When talk turns to what the city scene is, what it boasts and what it lacks, these artists make clear that they believe Austin lays claim to a wealth of talent, citing MASS Gallery and zine publisher Crummy House by name. Asked why Austin's art scene hasn't found the footing that, say, Houston's has, they pause thoughtfully before offering surprisingly insightful answers. Instead of the usual "there's more money in Houston," which they address and dismiss, Gaynor says boldly: "There's no reason why Austin shouldn't be the Southwest arts hub connecting New York and L.A."
It's a very optimistic assertion. Yet with Austin being the fastest growing city in the country, with its relatively strong economy, increasing influx of corporate capital, and vast and talented population of artists, why isn't it meeting its visual arts potential?
"I think there's a stubborn generational gap," offers Spadaro. "With few exceptions, we get the 20-40 crowd at our shows, and it seems to be the same elsewhere. We've got a lot of support. Some of our viewers buy work almost every month, but there does seem to be a price point in Austin where nontraditional art stops selling. It may be the expendable income of the younger generation hasn't swelled to the point of being able to support artists in a bigger way."
Cali adds, "Our role in the whole thing, after keeping our own practices going, is to keep showing work, keep things fresh, and maintain the sense of community. I don't think we've ever really turned a profit. All the money goes right back into the space."
Common House is fearless. Faced with criticism that can keep some artists within certain parameters or assertions that some associations will diminish one's clout or tarnish one's "contemporariness," they keep forging onward, maintaining their mission to the communities they serve. Like many galleries in Austin that don't turn a profit, they deserve to. One hopes that when Austin residents catch up to those in Houston, or even San Antonio, in their purchasing power for bold, local contemporary art, Common House will be among the first spaces to feel the benefit.
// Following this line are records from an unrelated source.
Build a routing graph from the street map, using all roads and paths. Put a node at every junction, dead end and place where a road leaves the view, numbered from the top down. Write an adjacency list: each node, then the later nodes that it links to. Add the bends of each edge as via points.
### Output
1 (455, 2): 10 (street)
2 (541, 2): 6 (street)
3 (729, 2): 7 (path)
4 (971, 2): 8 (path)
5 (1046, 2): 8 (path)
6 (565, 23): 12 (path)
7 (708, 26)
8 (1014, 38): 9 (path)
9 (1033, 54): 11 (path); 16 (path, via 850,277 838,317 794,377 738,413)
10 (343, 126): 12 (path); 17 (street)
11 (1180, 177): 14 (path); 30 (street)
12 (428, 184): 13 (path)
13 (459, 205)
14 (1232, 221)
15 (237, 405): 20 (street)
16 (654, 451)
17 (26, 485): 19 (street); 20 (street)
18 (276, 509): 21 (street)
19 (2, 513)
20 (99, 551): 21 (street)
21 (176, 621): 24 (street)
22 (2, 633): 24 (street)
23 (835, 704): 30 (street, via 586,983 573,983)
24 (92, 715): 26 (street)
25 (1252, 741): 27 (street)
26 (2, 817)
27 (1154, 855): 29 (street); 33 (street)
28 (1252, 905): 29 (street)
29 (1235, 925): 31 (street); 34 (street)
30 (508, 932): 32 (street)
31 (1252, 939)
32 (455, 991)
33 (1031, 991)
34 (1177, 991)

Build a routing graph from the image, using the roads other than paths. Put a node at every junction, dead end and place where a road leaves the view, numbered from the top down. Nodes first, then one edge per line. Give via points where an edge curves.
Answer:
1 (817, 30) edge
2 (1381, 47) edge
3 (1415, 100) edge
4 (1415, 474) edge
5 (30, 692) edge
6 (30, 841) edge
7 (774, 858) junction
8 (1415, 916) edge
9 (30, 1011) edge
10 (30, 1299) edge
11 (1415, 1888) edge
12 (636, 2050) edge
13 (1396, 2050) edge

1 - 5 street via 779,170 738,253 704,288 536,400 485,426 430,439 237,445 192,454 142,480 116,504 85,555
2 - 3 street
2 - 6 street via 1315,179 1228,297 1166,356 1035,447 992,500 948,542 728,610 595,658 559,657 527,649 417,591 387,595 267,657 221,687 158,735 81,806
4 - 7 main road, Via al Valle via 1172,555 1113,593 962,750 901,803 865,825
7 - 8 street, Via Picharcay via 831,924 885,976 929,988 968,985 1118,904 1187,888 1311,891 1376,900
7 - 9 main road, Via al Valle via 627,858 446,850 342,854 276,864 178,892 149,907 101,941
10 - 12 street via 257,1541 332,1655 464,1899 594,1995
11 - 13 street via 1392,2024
It's these attitudes, this grit, its DIY mentality, and a sense of purpose beyond profit that lift up Common House and like-minded art spaces. The founders' youth belies their insightfulness into Austin's art scene and its broader context. The space remains fertile ground for experimental work. Like its founders, Common House doesn't fit into any easy mold. It's part publishing house, part exhibition space, part studio, part arts advocacy group, part community center. It's far from polished, a bit fast and loose, but it might be just what Austin needs more of.